Justy: Cody, this one hits because stale data is the invisible product bug. The page loads, the ad shows, search works, but it’s quietly yesterday.
Cody: Yeah, and the article is basically a scar-tissue writeup on that. They had a delta index pipeline for search and ads retrieval, and the painful part wasn’t that Spark couldn’t process the data. It was that scheduled batch runs left dead time everywhere.
Justy: Also, I made coffee in your kitchen and somehow used three mugs for one drink, so I’m already in pipeline-waste mode. [chuckles] Anyway, this system had new incremental data arriving every five to seven minutes, right?
Cody: Right. Ads, campaign updates, product and item signals, customer signals, conversion, performance, co-purchase stuff. The full index was hundreds of gigs and took two to three hours to rebuild, then validation and deployment could push the whole thing near five hours. So they had a smaller delta index, maybe around a tenth of the full index, to keep production fresh between full swaps.
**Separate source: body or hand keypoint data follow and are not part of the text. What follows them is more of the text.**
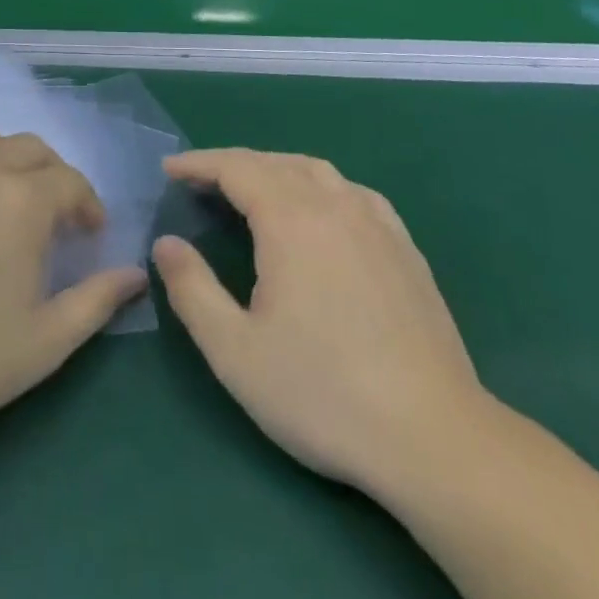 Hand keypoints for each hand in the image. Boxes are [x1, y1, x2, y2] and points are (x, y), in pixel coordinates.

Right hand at [152, 149, 491, 500]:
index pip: (236, 167)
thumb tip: (165, 243)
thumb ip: (192, 290)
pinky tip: (320, 210)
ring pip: (316, 170)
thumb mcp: (235, 352)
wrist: (433, 436)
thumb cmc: (323, 393)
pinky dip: (320, 185)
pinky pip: (353, 191)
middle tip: (201, 181)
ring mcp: (376, 222)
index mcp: (291, 219)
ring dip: (275, 169)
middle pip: (274, 162)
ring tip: (252, 189)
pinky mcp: (404, 246)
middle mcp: (334, 204)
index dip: (199, 163)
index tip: (169, 169)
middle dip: (232, 164) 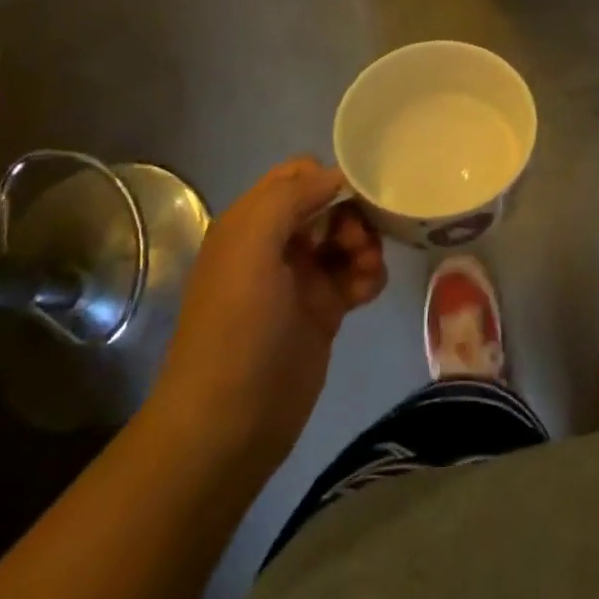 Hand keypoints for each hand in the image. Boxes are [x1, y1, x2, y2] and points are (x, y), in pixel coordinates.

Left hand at [149, 158, 385, 466]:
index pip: (298, 174)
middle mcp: (277, 243)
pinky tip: (368, 293)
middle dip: (353, 213)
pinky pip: (357, 274)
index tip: (357, 196)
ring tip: (366, 271)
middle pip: (330, 203)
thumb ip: (291, 196)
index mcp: (251, 222)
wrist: (229, 424)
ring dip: (366, 244)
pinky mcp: (324, 310)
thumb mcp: (251, 246)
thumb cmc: (237, 327)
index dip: (329, 176)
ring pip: (348, 237)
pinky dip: (369, 276)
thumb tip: (337, 175)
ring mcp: (301, 278)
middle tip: (358, 242) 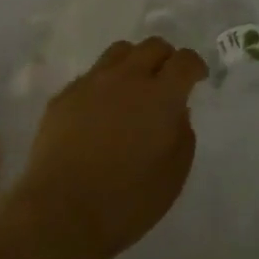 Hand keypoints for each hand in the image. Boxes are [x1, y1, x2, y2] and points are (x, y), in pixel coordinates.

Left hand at [4, 37, 205, 258]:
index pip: (184, 61)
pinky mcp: (64, 95)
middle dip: (166, 58)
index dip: (195, 65)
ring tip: (134, 87)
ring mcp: (91, 83)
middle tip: (168, 81)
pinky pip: (91, 75)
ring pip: (119, 52)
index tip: (198, 78)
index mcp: (160, 96)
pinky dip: (105, 83)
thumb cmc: (127, 201)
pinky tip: (101, 111)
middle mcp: (126, 78)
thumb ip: (182, 135)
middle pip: (152, 46)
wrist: (60, 212)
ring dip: (134, 62)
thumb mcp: (173, 176)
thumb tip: (177, 112) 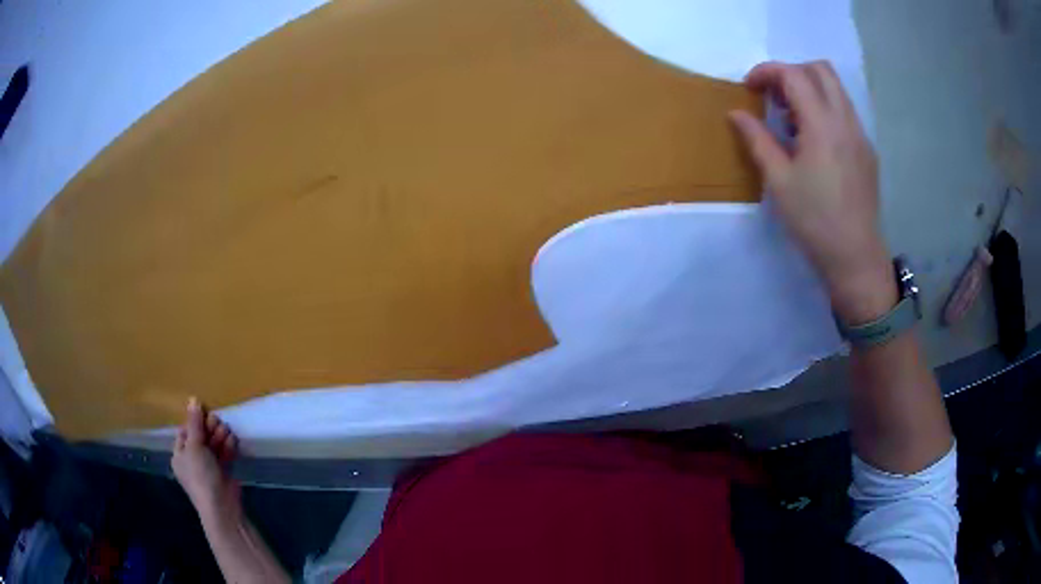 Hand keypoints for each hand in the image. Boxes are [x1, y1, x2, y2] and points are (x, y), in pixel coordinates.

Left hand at [171, 398, 240, 517]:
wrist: (221, 506)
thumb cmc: (200, 475)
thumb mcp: (194, 446)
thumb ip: (195, 423)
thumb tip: (192, 399)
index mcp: (179, 455)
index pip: (185, 431)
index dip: (194, 422)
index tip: (204, 414)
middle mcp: (192, 460)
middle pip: (201, 436)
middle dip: (210, 428)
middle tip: (217, 423)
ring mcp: (208, 467)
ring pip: (213, 444)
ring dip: (220, 437)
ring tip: (226, 433)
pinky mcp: (223, 472)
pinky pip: (224, 454)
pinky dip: (228, 447)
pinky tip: (232, 442)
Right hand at [729, 61, 895, 323]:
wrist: (855, 257)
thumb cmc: (814, 221)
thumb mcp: (779, 181)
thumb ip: (757, 139)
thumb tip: (736, 112)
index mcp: (823, 125)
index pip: (794, 75)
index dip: (767, 72)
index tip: (749, 88)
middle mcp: (846, 121)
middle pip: (820, 70)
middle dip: (791, 72)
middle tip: (773, 96)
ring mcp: (860, 135)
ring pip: (836, 89)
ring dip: (809, 89)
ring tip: (791, 119)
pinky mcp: (867, 151)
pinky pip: (845, 112)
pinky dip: (825, 109)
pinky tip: (813, 140) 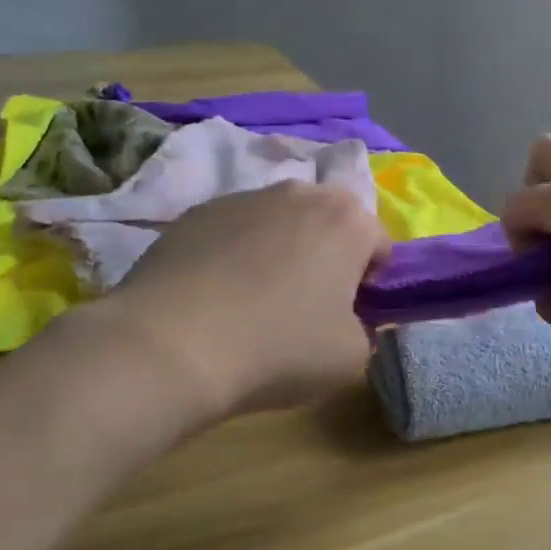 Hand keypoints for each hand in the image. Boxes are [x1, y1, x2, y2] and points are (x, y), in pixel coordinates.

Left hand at [104, 181, 391, 415]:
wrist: (171, 346)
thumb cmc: (279, 347)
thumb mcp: (352, 357)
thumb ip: (365, 329)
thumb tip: (345, 320)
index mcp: (346, 218)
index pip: (379, 244)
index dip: (369, 284)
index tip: (346, 316)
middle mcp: (298, 192)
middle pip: (328, 223)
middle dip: (326, 257)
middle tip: (305, 306)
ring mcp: (241, 197)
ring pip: (279, 223)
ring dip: (279, 252)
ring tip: (252, 302)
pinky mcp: (194, 213)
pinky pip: (232, 232)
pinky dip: (234, 255)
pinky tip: (214, 297) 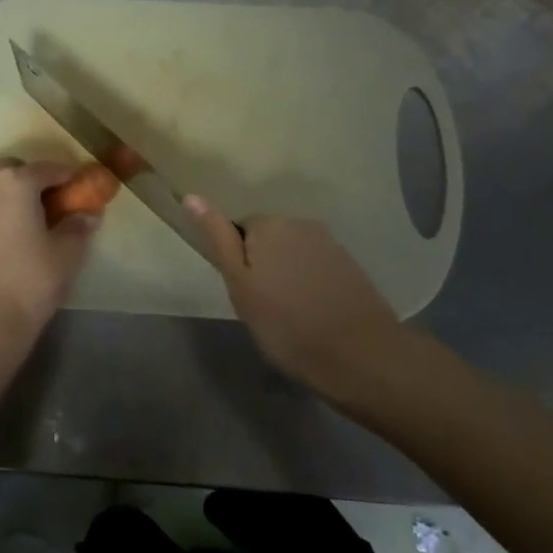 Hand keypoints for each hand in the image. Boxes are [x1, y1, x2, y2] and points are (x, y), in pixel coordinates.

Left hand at [0, 159, 100, 341]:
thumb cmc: (30, 281)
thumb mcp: (66, 254)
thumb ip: (78, 226)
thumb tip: (87, 214)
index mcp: (14, 182)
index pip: (47, 168)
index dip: (67, 176)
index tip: (79, 187)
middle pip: (12, 170)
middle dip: (32, 179)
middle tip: (49, 203)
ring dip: (7, 192)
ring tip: (23, 218)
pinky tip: (2, 234)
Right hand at [185, 199, 399, 393]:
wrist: (361, 356)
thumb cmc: (287, 324)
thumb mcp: (240, 285)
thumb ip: (218, 238)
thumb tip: (192, 196)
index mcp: (269, 224)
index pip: (238, 231)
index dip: (238, 264)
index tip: (245, 295)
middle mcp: (300, 223)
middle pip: (268, 238)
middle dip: (262, 265)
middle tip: (265, 307)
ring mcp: (330, 242)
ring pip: (293, 253)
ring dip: (287, 274)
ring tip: (291, 313)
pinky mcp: (350, 264)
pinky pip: (316, 266)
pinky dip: (310, 283)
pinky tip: (315, 312) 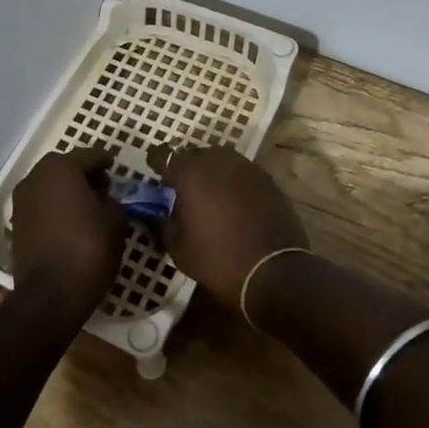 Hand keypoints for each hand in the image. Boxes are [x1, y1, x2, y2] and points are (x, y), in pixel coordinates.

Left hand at [8, 147, 127, 329]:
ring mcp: (21, 201)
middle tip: (104, 189)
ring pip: (50, 186)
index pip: (90, 156)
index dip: (106, 162)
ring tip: (88, 208)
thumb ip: (114, 201)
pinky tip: (71, 224)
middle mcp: (36, 177)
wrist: (50, 295)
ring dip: (67, 192)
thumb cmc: (88, 249)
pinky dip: (55, 209)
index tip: (116, 168)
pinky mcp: (16, 224)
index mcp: (61, 168)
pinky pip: (41, 206)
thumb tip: (108, 200)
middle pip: (66, 168)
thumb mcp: (116, 221)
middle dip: (85, 175)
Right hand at [148, 144, 309, 311]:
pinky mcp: (267, 179)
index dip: (157, 161)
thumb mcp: (179, 249)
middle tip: (183, 188)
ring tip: (209, 194)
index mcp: (190, 173)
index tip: (154, 170)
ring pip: (221, 160)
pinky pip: (242, 173)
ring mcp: (246, 167)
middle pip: (195, 154)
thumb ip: (164, 224)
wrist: (274, 272)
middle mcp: (218, 161)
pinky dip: (233, 182)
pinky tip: (234, 203)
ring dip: (212, 172)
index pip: (165, 154)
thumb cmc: (218, 261)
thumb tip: (159, 213)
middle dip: (186, 167)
Justy: The user story is pretty plain: somebody updates an ad or campaign metadata, and the retrieval system should reflect that before the moment is gone. If an ad burns through budget before the latest version lands, that’s not an elegant distributed systems problem. That’s just money and relevance leaking out of the product.
Cody: And the clever move was not jumping all the way to per-record streaming. They tried that direction, or at least started there, and it didn’t match the shape of the work. The indexing logic grouped around product or item level representations, then expanded back out, so one ad change could mean recomputing a grouped chunk. If you stream single records, you risk having part of the grouped index updated and part of it lagging behind.
Justy: That’s the adoption barrier I recognize. People hear “streaming” and immediately picture a whole new operational lifestyle. More dashboards, weird long-running job failures, on-call anxiety, and a team quietly asking if the batch job was ugly but at least understandable.
Cody: Totally fair anxiety. [pause] Their compromise was Spark Structured Streaming in micro-batch mode, but not with Kafka-style event semantics. Data was time-partitioned files in S3-style object storage. They used streaming more like a continuous executor that wakes up, finds the partition state, processes a bounded slice, and moves on.
Justy: So it’s not trying to make every individual record sacred. It’s saying, the meaningful unit is a complete partition, and the product wants freshness within minutes, not a perfectly replayed museum of every intermediate state.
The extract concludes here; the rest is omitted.